_Aim of the exercise:_ Reprint the listing. Every line must match the original exactly.

_Records supplied:_
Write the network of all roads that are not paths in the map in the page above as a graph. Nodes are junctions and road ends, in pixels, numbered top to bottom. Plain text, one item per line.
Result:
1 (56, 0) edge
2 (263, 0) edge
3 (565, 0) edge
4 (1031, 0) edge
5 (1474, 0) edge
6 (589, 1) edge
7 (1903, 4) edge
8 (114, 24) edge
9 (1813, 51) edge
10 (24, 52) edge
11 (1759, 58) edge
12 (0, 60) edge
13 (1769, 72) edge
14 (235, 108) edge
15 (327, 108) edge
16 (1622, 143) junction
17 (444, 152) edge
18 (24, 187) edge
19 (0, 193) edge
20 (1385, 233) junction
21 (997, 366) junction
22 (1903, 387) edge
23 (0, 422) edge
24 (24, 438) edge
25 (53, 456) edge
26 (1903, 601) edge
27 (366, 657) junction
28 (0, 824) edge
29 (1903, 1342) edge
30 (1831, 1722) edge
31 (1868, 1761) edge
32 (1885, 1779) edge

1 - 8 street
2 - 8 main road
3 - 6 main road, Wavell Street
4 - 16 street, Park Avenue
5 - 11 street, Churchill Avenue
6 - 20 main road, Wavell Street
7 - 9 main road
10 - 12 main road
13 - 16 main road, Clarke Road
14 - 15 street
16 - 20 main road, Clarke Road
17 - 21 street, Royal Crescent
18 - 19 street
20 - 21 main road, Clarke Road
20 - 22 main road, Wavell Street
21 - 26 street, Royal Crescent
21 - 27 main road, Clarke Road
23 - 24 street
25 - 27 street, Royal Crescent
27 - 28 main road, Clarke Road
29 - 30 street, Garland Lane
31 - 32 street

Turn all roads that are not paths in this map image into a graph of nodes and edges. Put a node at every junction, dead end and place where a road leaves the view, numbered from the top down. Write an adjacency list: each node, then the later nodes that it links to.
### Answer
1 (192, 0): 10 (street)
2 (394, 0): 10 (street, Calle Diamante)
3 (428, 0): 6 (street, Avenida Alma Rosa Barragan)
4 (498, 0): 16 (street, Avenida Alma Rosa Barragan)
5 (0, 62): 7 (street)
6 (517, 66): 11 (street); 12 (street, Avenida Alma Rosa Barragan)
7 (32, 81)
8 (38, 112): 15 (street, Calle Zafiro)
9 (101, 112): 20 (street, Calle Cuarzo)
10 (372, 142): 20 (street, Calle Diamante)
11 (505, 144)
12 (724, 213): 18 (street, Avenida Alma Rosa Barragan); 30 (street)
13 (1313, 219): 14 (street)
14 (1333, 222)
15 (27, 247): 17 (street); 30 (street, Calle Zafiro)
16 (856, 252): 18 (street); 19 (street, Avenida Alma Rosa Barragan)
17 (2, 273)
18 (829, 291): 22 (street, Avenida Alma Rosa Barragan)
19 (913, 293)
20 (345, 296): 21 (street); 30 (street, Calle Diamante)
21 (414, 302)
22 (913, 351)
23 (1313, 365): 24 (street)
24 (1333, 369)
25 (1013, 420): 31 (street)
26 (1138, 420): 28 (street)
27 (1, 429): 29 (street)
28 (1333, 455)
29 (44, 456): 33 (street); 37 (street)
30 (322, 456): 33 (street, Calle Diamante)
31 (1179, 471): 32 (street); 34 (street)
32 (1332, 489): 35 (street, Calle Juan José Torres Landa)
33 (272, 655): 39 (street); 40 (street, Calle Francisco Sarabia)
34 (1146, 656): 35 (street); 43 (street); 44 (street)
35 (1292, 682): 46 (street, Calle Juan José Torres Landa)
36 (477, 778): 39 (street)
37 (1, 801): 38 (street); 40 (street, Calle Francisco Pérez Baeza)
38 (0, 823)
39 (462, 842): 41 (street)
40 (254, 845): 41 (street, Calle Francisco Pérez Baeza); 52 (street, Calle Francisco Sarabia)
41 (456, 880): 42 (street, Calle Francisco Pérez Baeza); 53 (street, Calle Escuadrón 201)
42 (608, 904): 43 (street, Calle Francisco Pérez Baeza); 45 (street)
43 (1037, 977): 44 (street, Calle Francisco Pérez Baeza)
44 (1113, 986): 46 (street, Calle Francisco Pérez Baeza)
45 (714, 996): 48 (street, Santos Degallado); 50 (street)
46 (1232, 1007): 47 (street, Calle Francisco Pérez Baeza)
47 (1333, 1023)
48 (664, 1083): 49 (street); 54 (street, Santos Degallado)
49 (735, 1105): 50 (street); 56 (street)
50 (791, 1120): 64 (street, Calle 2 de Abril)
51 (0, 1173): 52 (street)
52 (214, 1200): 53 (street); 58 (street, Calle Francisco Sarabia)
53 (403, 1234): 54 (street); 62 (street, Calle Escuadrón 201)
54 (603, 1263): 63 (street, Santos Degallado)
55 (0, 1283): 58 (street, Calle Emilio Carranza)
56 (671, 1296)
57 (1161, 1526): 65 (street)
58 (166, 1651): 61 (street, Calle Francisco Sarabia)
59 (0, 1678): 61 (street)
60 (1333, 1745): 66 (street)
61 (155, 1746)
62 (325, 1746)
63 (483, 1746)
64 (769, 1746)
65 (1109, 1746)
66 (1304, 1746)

_Solution to this task:_
Write the network of all roads that are not paths in the map in the page above as a graph. Nodes are junctions and road ends, in pixels, numbered top to bottom. Plain text, one item per line.
Result:
1 (56, 0) edge
2 (263, 0) edge
3 (565, 0) edge
4 (1031, 0) edge
5 (1474, 0) edge
6 (589, 1) edge
7 (1903, 4) edge
8 (114, 24) edge
9 (1813, 51) edge
10 (24, 52) edge
11 (1759, 58) edge
12 (0, 60) edge
13 (1769, 72) edge
14 (235, 108) edge
15 (327, 108) edge
16 (1622, 143) junction
17 (444, 152) edge
18 (24, 187) edge
19 (0, 193) edge
20 (1385, 233) junction
21 (997, 366) junction
22 (1903, 387) edge
23 (0, 422) edge
24 (24, 438) edge
25 (53, 456) edge
26 (1903, 601) edge
27 (366, 657) junction
28 (0, 824) edge
29 (1903, 1342) edge
30 (1831, 1722) edge
31 (1868, 1761) edge
32 (1885, 1779) edge

1 - 8 street
2 - 8 main road
3 - 6 main road, Wavell Street
4 - 16 street, Park Avenue
5 - 11 street, Churchill Avenue
6 - 20 main road, Wavell Street
7 - 9 main road
10 - 12 main road
13 - 16 main road, Clarke Road
14 - 15 street
16 - 20 main road, Clarke Road
17 - 21 street, Royal Crescent
18 - 19 street
20 - 21 main road, Clarke Road
20 - 22 main road, Wavell Street
21 - 26 street, Royal Crescent
21 - 27 main road, Clarke Road
23 - 24 street
25 - 27 street, Royal Crescent
27 - 28 main road, Clarke Road
29 - 30 street, Garland Lane
31 - 32 street

Turn all roads that are not paths in this map image into a graph of nodes and edges. Put a node at every junction, dead end and place where a road leaves the view, numbered from the top down. Write an adjacency list: each node, then the later nodes that it links to.
### Answer
1 (192, 0): 10 (street)
2 (394, 0): 10 (street, Calle Diamante)
3 (428, 0): 6 (street, Avenida Alma Rosa Barragan)
4 (498, 0): 16 (street, Avenida Alma Rosa Barragan)
5 (0, 62): 7 (street)
6 (517, 66): 11 (street); 12 (street, Avenida Alma Rosa Barragan)
7 (32, 81)
8 (38, 112): 15 (street, Calle Zafiro)
9 (101, 112): 20 (street, Calle Cuarzo)
10 (372, 142): 20 (street, Calle Diamante)
11 (505, 144)
12 (724, 213): 18 (street, Avenida Alma Rosa Barragan); 30 (street)
13 (1313, 219): 14 (street)
14 (1333, 222)
15 (27, 247): 17 (street); 30 (street, Calle Zafiro)
16 (856, 252): 18 (street); 19 (street, Avenida Alma Rosa Barragan)
17 (2, 273)
18 (829, 291): 22 (street, Avenida Alma Rosa Barragan)
19 (913, 293)
20 (345, 296): 21 (street); 30 (street, Calle Diamante)
21 (414, 302)
22 (913, 351)
23 (1313, 365): 24 (street)
24 (1333, 369)
25 (1013, 420): 31 (street)
26 (1138, 420): 28 (street)
27 (1, 429): 29 (street)
28 (1333, 455)
29 (44, 456): 33 (street); 37 (street)
30 (322, 456): 33 (street, Calle Diamante)
31 (1179, 471): 32 (street); 34 (street)
32 (1332, 489): 35 (street, Calle Juan José Torres Landa)
33 (272, 655): 39 (street); 40 (street, Calle Francisco Sarabia)
34 (1146, 656): 35 (street); 43 (street); 44 (street)
35 (1292, 682): 46 (street, Calle Juan José Torres Landa)
36 (477, 778): 39 (street)
37 (1, 801): 38 (street); 40 (street, Calle Francisco Pérez Baeza)
38 (0, 823)
39 (462, 842): 41 (street)
40 (254, 845): 41 (street, Calle Francisco Pérez Baeza); 52 (street, Calle Francisco Sarabia)
41 (456, 880): 42 (street, Calle Francisco Pérez Baeza); 53 (street, Calle Escuadrón 201)
42 (608, 904): 43 (street, Calle Francisco Pérez Baeza); 45 (street)
43 (1037, 977): 44 (street, Calle Francisco Pérez Baeza)
44 (1113, 986): 46 (street, Calle Francisco Pérez Baeza)
45 (714, 996): 48 (street, Santos Degallado); 50 (street)
46 (1232, 1007): 47 (street, Calle Francisco Pérez Baeza)
47 (1333, 1023)
48 (664, 1083): 49 (street); 54 (street, Santos Degallado)
49 (735, 1105): 50 (street); 56 (street)
50 (791, 1120): 64 (street, Calle 2 de Abril)
51 (0, 1173): 52 (street)
52 (214, 1200): 53 (street); 58 (street, Calle Francisco Sarabia)
53 (403, 1234): 54 (street); 62 (street, Calle Escuadrón 201)
54 (603, 1263): 63 (street, Santos Degallado)
55 (0, 1283): 58 (street, Calle Emilio Carranza)
56 (671, 1296)
57 (1161, 1526): 65 (street)
58 (166, 1651): 61 (street, Calle Francisco Sarabia)
59 (0, 1678): 61 (street)
60 (1333, 1745): 66 (street)
61 (155, 1746)
62 (325, 1746)
63 (483, 1746)
64 (769, 1746)
65 (1109, 1746)
66 (1304, 1746)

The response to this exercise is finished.